## DIRECTIONS FOR THIS TASK
The answer must be every line from the entries below that includes "Cesare".

## DATA RECORDS
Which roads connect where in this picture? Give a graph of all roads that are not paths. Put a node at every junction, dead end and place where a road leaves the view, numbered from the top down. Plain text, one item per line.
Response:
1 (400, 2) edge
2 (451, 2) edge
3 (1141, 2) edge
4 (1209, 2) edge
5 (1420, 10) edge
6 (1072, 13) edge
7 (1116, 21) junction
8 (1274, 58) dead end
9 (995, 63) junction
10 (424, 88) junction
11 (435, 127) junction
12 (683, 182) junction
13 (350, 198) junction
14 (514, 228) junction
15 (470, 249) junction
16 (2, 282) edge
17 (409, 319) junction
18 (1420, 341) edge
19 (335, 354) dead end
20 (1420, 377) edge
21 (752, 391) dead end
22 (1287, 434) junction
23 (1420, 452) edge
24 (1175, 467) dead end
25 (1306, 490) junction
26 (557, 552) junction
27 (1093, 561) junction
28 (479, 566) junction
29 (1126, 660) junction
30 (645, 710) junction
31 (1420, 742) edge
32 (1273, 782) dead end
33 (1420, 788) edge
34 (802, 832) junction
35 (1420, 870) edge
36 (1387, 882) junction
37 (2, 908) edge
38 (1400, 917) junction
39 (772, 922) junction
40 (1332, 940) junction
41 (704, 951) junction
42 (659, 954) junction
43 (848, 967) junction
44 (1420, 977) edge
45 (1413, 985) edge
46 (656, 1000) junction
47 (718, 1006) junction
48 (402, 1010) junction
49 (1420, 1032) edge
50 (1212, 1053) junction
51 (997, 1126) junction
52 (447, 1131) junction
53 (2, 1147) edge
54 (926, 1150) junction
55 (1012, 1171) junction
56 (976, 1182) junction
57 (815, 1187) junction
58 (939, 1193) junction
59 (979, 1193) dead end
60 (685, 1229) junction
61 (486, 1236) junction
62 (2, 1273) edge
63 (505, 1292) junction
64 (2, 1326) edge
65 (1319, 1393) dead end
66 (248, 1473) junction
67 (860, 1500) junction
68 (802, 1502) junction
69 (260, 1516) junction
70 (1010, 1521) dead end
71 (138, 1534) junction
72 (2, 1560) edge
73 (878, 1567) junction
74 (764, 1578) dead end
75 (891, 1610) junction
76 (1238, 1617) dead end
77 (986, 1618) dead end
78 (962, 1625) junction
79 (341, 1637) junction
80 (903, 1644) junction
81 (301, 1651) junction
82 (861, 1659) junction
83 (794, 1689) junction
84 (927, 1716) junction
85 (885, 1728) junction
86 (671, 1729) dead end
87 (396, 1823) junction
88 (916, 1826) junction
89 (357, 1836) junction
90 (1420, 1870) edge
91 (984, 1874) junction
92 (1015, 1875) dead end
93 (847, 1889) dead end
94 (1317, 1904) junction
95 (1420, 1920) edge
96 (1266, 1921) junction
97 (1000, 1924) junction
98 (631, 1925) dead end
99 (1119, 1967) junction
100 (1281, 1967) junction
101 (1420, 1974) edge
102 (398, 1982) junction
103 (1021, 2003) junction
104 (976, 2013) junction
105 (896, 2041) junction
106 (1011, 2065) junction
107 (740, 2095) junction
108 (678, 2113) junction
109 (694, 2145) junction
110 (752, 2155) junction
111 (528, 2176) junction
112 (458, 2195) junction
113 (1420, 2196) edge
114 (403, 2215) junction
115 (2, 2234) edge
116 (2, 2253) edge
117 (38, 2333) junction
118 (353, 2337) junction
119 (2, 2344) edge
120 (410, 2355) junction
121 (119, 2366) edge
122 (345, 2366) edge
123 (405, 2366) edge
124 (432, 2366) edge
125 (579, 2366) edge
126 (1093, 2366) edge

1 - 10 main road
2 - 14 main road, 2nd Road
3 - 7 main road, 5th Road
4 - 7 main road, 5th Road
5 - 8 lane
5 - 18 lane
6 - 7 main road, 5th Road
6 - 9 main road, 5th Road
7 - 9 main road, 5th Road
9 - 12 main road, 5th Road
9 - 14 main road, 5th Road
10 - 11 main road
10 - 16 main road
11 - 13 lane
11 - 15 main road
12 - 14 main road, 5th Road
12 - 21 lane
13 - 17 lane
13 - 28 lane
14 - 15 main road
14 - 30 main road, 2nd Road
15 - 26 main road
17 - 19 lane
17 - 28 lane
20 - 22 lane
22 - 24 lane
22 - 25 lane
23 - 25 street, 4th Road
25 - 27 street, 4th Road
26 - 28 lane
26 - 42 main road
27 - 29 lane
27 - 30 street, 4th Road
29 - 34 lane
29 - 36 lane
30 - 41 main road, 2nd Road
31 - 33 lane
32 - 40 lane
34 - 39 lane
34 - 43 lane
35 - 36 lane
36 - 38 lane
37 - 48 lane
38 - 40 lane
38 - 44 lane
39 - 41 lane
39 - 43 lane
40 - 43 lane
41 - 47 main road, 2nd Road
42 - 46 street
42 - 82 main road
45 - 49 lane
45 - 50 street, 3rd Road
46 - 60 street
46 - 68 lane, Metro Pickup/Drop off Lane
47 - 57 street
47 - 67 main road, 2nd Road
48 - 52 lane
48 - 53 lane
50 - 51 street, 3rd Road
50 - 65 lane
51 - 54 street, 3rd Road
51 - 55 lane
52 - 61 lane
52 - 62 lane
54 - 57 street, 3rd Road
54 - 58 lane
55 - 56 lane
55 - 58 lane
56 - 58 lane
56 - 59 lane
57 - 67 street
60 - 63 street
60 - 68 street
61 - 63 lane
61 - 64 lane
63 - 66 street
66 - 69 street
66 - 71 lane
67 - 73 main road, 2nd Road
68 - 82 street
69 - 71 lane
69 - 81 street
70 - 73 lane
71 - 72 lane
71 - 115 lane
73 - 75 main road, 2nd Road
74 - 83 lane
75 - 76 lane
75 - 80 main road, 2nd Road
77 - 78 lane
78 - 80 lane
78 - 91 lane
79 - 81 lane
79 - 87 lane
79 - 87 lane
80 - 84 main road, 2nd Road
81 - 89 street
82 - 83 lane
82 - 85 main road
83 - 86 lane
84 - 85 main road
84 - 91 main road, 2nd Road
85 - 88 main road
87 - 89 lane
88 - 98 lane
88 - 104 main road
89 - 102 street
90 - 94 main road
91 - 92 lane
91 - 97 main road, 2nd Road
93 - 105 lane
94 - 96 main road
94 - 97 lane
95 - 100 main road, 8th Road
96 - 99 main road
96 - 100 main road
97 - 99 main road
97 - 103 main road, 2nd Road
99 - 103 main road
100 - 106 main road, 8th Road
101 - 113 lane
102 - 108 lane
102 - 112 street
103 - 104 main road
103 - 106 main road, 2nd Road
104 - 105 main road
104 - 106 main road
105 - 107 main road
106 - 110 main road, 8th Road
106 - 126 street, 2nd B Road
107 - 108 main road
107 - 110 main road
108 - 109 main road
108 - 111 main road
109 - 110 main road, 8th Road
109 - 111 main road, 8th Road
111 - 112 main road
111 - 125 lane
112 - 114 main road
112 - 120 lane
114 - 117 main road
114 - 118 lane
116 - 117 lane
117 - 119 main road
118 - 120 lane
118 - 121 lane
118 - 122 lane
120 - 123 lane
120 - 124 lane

---

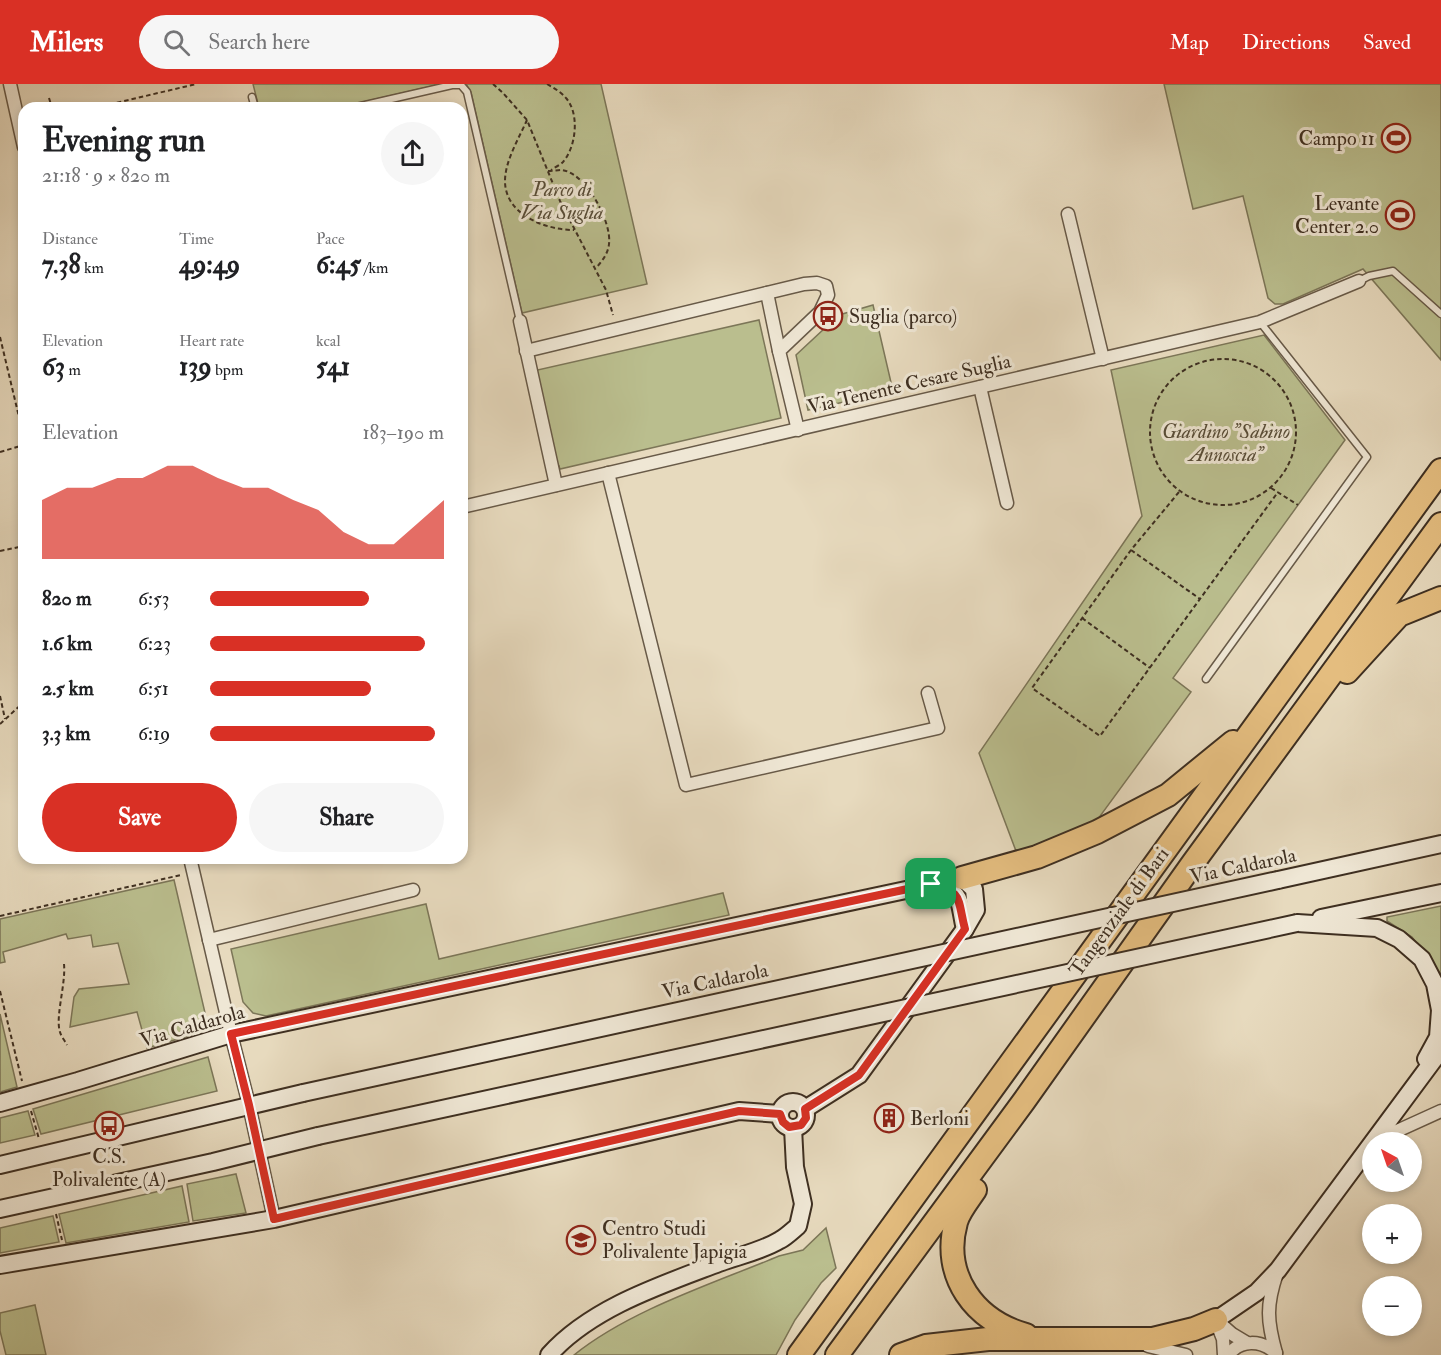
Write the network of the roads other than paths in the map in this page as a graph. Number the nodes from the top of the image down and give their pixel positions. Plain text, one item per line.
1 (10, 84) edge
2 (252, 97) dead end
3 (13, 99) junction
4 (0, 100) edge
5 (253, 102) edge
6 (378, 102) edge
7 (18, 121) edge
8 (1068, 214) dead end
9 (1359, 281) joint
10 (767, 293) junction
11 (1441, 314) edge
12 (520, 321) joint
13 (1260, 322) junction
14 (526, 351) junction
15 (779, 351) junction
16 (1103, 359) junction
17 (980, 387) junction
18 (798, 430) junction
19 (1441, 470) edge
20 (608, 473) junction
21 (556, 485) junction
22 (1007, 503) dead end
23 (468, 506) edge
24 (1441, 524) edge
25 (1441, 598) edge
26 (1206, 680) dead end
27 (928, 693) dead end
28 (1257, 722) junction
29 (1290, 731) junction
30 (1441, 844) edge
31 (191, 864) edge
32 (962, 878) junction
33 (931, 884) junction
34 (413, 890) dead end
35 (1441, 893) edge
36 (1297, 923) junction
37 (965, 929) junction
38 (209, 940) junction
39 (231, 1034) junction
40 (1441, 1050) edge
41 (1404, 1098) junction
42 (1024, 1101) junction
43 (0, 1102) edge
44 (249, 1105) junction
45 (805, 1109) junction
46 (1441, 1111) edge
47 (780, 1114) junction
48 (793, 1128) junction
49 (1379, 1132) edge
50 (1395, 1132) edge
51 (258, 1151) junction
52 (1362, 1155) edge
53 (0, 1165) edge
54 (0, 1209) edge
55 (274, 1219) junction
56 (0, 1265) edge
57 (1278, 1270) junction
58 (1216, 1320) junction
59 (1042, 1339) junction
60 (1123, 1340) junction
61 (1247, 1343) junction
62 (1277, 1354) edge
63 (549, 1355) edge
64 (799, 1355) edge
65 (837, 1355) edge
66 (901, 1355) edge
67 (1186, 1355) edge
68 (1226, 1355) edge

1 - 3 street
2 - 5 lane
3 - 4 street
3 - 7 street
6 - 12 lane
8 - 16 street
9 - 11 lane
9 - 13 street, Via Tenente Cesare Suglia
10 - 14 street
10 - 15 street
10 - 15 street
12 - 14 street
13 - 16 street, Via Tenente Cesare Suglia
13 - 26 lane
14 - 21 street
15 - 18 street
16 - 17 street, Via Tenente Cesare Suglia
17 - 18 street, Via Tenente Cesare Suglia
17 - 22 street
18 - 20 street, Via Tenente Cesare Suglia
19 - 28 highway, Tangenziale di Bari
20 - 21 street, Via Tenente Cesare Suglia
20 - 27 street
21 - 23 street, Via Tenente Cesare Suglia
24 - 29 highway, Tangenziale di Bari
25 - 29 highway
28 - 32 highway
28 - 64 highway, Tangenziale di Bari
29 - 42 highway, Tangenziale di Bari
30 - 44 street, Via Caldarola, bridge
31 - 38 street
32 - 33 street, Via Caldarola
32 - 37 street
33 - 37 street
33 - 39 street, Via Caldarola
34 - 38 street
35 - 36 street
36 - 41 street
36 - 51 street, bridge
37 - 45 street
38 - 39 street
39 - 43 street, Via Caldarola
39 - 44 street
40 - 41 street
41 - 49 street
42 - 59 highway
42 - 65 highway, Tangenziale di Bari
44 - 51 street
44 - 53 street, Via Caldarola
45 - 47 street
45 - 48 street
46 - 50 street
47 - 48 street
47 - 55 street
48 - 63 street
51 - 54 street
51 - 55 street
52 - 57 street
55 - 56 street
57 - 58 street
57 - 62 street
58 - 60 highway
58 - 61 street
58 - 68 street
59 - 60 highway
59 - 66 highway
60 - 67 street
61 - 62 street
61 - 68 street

...

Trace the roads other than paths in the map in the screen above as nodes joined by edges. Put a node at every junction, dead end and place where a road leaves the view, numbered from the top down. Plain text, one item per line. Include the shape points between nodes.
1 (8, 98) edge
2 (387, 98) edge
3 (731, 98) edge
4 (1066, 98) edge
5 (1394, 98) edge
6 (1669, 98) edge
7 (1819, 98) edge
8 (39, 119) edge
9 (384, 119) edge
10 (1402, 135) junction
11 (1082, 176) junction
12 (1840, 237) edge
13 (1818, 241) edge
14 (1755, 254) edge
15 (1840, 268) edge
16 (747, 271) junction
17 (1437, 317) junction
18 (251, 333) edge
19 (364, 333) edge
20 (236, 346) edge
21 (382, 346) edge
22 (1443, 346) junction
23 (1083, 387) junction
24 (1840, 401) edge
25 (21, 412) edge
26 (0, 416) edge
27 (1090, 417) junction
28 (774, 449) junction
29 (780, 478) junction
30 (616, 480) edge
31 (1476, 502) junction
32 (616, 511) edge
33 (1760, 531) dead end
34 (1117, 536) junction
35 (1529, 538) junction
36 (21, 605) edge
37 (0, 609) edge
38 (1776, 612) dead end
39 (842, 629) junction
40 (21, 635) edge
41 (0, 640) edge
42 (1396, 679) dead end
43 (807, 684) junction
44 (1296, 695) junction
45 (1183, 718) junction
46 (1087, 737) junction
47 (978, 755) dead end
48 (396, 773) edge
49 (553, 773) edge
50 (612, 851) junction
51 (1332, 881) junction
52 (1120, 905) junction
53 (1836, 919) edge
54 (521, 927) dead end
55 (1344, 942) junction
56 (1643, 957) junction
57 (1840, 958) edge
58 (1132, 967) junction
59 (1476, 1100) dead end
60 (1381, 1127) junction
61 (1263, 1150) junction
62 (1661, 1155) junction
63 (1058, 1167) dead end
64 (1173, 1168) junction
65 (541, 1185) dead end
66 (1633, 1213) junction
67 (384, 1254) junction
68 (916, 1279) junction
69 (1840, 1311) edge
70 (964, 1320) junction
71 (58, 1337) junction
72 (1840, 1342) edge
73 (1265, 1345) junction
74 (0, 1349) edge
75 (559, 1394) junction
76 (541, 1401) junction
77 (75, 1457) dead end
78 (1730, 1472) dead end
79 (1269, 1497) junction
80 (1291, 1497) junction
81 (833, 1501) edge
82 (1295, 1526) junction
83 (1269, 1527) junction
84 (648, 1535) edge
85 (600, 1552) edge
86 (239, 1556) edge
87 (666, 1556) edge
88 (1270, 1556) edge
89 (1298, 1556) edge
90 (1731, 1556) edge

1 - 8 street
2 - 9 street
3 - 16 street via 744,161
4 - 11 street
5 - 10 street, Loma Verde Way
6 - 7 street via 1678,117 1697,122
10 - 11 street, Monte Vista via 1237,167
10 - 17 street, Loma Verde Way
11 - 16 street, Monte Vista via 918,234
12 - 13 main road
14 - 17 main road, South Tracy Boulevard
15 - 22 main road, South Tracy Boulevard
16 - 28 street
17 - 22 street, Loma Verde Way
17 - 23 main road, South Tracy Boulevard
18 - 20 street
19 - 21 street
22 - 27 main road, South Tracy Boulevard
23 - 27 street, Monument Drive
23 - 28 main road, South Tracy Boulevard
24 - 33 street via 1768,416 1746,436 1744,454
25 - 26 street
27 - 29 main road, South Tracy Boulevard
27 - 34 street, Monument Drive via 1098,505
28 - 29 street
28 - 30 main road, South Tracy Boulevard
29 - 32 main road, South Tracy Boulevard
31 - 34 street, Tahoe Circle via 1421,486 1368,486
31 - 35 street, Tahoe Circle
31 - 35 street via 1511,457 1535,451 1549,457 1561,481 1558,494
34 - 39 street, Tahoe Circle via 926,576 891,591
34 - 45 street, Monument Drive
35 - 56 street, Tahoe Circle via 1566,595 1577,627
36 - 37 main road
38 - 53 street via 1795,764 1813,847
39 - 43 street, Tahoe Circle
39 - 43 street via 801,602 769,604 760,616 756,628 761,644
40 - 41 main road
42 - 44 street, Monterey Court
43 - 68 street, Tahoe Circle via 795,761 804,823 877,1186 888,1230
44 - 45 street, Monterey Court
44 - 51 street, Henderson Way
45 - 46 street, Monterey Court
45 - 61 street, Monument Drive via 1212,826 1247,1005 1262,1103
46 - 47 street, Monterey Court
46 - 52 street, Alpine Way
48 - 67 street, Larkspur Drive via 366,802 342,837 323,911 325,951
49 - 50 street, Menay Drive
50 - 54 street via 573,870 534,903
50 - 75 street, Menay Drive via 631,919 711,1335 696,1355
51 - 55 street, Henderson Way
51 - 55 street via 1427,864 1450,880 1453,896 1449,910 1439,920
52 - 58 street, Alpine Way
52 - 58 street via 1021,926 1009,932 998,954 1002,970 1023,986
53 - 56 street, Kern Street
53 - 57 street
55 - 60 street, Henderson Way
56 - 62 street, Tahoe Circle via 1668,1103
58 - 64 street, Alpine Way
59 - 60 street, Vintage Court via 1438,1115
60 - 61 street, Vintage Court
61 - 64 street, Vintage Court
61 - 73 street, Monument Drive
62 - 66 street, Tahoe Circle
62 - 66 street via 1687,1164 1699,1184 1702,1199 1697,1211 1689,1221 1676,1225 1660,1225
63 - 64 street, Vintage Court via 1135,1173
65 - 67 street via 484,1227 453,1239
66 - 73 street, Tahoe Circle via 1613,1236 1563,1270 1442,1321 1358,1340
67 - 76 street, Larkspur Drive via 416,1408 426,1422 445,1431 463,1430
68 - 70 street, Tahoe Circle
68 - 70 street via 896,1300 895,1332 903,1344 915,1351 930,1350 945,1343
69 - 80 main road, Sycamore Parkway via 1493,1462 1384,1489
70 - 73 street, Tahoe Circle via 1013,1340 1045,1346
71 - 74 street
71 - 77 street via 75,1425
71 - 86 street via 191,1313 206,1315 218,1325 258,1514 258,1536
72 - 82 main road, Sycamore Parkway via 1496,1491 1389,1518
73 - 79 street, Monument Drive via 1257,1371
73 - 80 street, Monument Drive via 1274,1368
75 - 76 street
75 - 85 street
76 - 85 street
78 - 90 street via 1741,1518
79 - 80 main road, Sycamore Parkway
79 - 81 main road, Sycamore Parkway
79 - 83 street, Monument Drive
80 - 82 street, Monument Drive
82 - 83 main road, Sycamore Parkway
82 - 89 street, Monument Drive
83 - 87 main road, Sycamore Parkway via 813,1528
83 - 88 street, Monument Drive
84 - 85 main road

## EXERCISE RESPONSE
9 - 13 street, Via Tenente Cesare Suglia
13 - 16 street, Via Tenente Cesare Suglia
16 - 17 street, Via Tenente Cesare Suglia
17 - 18 street, Via Tenente Cesare Suglia
18 - 20 street, Via Tenente Cesare Suglia
20 - 21 street, Via Tenente Cesare Suglia
21 - 23 street, Via Tenente Cesare Suglia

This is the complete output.